■ **What you have to do**
All of the entries must be duplicated exactly.

■ **Given entries**
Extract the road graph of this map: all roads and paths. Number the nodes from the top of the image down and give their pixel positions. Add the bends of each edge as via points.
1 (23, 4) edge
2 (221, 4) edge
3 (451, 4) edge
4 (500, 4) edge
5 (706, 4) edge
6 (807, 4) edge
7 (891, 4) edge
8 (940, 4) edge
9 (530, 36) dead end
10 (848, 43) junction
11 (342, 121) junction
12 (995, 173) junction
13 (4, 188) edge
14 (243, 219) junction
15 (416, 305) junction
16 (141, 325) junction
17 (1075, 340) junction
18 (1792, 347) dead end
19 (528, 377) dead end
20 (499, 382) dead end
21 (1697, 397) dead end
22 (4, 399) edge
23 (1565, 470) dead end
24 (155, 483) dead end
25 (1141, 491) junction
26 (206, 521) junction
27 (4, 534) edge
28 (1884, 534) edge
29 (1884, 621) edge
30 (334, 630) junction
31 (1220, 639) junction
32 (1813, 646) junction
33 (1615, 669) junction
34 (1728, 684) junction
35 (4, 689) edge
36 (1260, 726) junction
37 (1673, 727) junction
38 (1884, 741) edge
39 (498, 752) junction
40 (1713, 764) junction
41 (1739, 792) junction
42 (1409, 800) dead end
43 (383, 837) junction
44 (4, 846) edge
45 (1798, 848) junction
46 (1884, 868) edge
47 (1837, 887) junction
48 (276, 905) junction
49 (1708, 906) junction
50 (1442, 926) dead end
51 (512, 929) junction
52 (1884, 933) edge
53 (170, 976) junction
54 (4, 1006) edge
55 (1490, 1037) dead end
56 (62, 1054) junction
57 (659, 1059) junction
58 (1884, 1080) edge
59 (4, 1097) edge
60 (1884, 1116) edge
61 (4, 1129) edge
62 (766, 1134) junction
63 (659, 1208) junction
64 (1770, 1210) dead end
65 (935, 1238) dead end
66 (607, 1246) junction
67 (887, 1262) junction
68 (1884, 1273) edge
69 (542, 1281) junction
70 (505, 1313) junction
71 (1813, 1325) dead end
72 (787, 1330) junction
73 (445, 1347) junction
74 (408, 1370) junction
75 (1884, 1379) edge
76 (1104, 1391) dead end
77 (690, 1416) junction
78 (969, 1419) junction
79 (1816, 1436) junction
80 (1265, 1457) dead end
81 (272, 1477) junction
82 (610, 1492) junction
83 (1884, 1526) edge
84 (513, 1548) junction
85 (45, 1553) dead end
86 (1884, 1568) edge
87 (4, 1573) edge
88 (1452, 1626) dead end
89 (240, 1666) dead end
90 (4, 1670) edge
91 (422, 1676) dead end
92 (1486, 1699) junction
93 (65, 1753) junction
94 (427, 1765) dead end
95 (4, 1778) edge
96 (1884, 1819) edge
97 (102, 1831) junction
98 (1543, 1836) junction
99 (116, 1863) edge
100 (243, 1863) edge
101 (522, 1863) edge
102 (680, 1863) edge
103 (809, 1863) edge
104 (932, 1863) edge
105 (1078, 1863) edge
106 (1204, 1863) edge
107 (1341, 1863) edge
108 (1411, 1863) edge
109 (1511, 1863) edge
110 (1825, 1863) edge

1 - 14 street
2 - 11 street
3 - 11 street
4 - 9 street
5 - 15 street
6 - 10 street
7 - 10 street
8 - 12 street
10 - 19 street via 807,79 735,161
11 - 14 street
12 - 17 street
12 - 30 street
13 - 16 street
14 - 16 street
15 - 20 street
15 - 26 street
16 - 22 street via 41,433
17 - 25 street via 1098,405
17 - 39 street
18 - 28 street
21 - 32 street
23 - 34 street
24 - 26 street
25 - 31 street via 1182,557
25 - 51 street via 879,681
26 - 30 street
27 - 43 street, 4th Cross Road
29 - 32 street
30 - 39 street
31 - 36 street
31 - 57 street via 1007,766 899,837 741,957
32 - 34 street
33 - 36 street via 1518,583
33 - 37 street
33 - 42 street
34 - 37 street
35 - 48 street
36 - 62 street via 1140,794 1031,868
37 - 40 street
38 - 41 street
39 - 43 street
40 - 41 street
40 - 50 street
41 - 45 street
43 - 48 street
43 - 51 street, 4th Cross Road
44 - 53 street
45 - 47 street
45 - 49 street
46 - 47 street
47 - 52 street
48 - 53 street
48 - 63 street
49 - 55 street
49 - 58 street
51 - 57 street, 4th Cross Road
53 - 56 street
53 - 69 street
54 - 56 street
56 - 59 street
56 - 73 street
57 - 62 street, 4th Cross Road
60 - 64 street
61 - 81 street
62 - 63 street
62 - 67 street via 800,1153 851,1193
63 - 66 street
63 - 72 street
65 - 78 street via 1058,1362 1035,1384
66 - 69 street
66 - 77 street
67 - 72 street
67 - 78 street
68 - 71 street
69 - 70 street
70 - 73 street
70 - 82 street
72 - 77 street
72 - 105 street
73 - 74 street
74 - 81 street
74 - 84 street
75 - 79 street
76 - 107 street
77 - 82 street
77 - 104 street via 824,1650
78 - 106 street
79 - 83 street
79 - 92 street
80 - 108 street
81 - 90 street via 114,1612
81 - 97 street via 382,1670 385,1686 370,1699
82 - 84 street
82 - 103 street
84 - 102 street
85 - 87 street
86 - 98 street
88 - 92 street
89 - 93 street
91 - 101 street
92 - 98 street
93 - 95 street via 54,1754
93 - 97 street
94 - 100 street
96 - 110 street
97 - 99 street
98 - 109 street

■ **Solution for this exercise**
Extract the road graph of this map: all roads and paths. Number the nodes from the top of the image down and give their pixel positions. Add the bends of each edge as via points.
1 (23, 4) edge
2 (221, 4) edge
3 (451, 4) edge
4 (500, 4) edge
5 (706, 4) edge
6 (807, 4) edge
7 (891, 4) edge
8 (940, 4) edge
9 (530, 36) dead end
10 (848, 43) junction
11 (342, 121) junction
12 (995, 173) junction
13 (4, 188) edge
14 (243, 219) junction
15 (416, 305) junction
16 (141, 325) junction
17 (1075, 340) junction
18 (1792, 347) dead end
19 (528, 377) dead end
20 (499, 382) dead end
21 (1697, 397) dead end
22 (4, 399) edge
23 (1565, 470) dead end
24 (155, 483) dead end
25 (1141, 491) junction
26 (206, 521) junction
27 (4, 534) edge
28 (1884, 534) edge
29 (1884, 621) edge
30 (334, 630) junction
31 (1220, 639) junction
32 (1813, 646) junction
33 (1615, 669) junction
34 (1728, 684) junction
35 (4, 689) edge
36 (1260, 726) junction
37 (1673, 727) junction
38 (1884, 741) edge
39 (498, 752) junction
40 (1713, 764) junction
41 (1739, 792) junction
42 (1409, 800) dead end
43 (383, 837) junction
44 (4, 846) edge
45 (1798, 848) junction
46 (1884, 868) edge
47 (1837, 887) junction
48 (276, 905) junction
49 (1708, 906) junction
50 (1442, 926) dead end
51 (512, 929) junction
52 (1884, 933) edge
53 (170, 976) junction
54 (4, 1006) edge
55 (1490, 1037) dead end
56 (62, 1054) junction
57 (659, 1059) junction
58 (1884, 1080) edge
59 (4, 1097) edge
60 (1884, 1116) edge
61 (4, 1129) edge
62 (766, 1134) junction
63 (659, 1208) junction
64 (1770, 1210) dead end
65 (935, 1238) dead end
66 (607, 1246) junction
67 (887, 1262) junction
68 (1884, 1273) edge
69 (542, 1281) junction
70 (505, 1313) junction
71 (1813, 1325) dead end
72 (787, 1330) junction
73 (445, 1347) junction
74 (408, 1370) junction
75 (1884, 1379) edge
76 (1104, 1391) dead end
77 (690, 1416) junction
78 (969, 1419) junction
79 (1816, 1436) junction
80 (1265, 1457) dead end
81 (272, 1477) junction
82 (610, 1492) junction
83 (1884, 1526) edge
84 (513, 1548) junction
85 (45, 1553) dead end
86 (1884, 1568) edge
87 (4, 1573) edge
88 (1452, 1626) dead end
89 (240, 1666) dead end
90 (4, 1670) edge
91 (422, 1676) dead end
92 (1486, 1699) junction
93 (65, 1753) junction
94 (427, 1765) dead end
95 (4, 1778) edge
96 (1884, 1819) edge
97 (102, 1831) junction
98 (1543, 1836) junction
99 (116, 1863) edge
100 (243, 1863) edge
101 (522, 1863) edge
102 (680, 1863) edge
103 (809, 1863) edge
104 (932, 1863) edge
105 (1078, 1863) edge
106 (1204, 1863) edge
107 (1341, 1863) edge
108 (1411, 1863) edge
109 (1511, 1863) edge
110 (1825, 1863) edge

1 - 14 street
2 - 11 street
3 - 11 street
4 - 9 street
5 - 15 street
6 - 10 street
7 - 10 street
8 - 12 street
10 - 19 street via 807,79 735,161
11 - 14 street
12 - 17 street
12 - 30 street
13 - 16 street
14 - 16 street
15 - 20 street
15 - 26 street
16 - 22 street via 41,433
17 - 25 street via 1098,405
17 - 39 street
18 - 28 street
21 - 32 street
23 - 34 street
24 - 26 street
25 - 31 street via 1182,557
25 - 51 street via 879,681
26 - 30 street
27 - 43 street, 4th Cross Road
29 - 32 street
30 - 39 street
31 - 36 street
31 - 57 street via 1007,766 899,837 741,957
32 - 34 street
33 - 36 street via 1518,583
33 - 37 street
33 - 42 street
34 - 37 street
35 - 48 street
36 - 62 street via 1140,794 1031,868
37 - 40 street
38 - 41 street
39 - 43 street
40 - 41 street
40 - 50 street
41 - 45 street
43 - 48 street
43 - 51 street, 4th Cross Road
44 - 53 street
45 - 47 street
45 - 49 street
46 - 47 street
47 - 52 street
48 - 53 street
48 - 63 street
49 - 55 street
49 - 58 street
51 - 57 street, 4th Cross Road
53 - 56 street
53 - 69 street
54 - 56 street
56 - 59 street
56 - 73 street
57 - 62 street, 4th Cross Road
60 - 64 street
61 - 81 street
62 - 63 street
62 - 67 street via 800,1153 851,1193
63 - 66 street
63 - 72 street
65 - 78 street via 1058,1362 1035,1384
66 - 69 street
66 - 77 street
67 - 72 street
67 - 78 street
68 - 71 street
69 - 70 street
70 - 73 street
70 - 82 street
72 - 77 street
72 - 105 street
73 - 74 street
74 - 81 street
74 - 84 street
75 - 79 street
76 - 107 street
77 - 82 street
77 - 104 street via 824,1650
78 - 106 street
79 - 83 street
79 - 92 street
80 - 108 street
81 - 90 street via 114,1612
81 - 97 street via 382,1670 385,1686 370,1699
82 - 84 street
82 - 103 street
84 - 102 street
85 - 87 street
86 - 98 street
88 - 92 street
89 - 93 street
91 - 101 street
92 - 98 street
93 - 95 street via 54,1754
93 - 97 street
94 - 100 street
96 - 110 street
97 - 99 street
98 - 109 street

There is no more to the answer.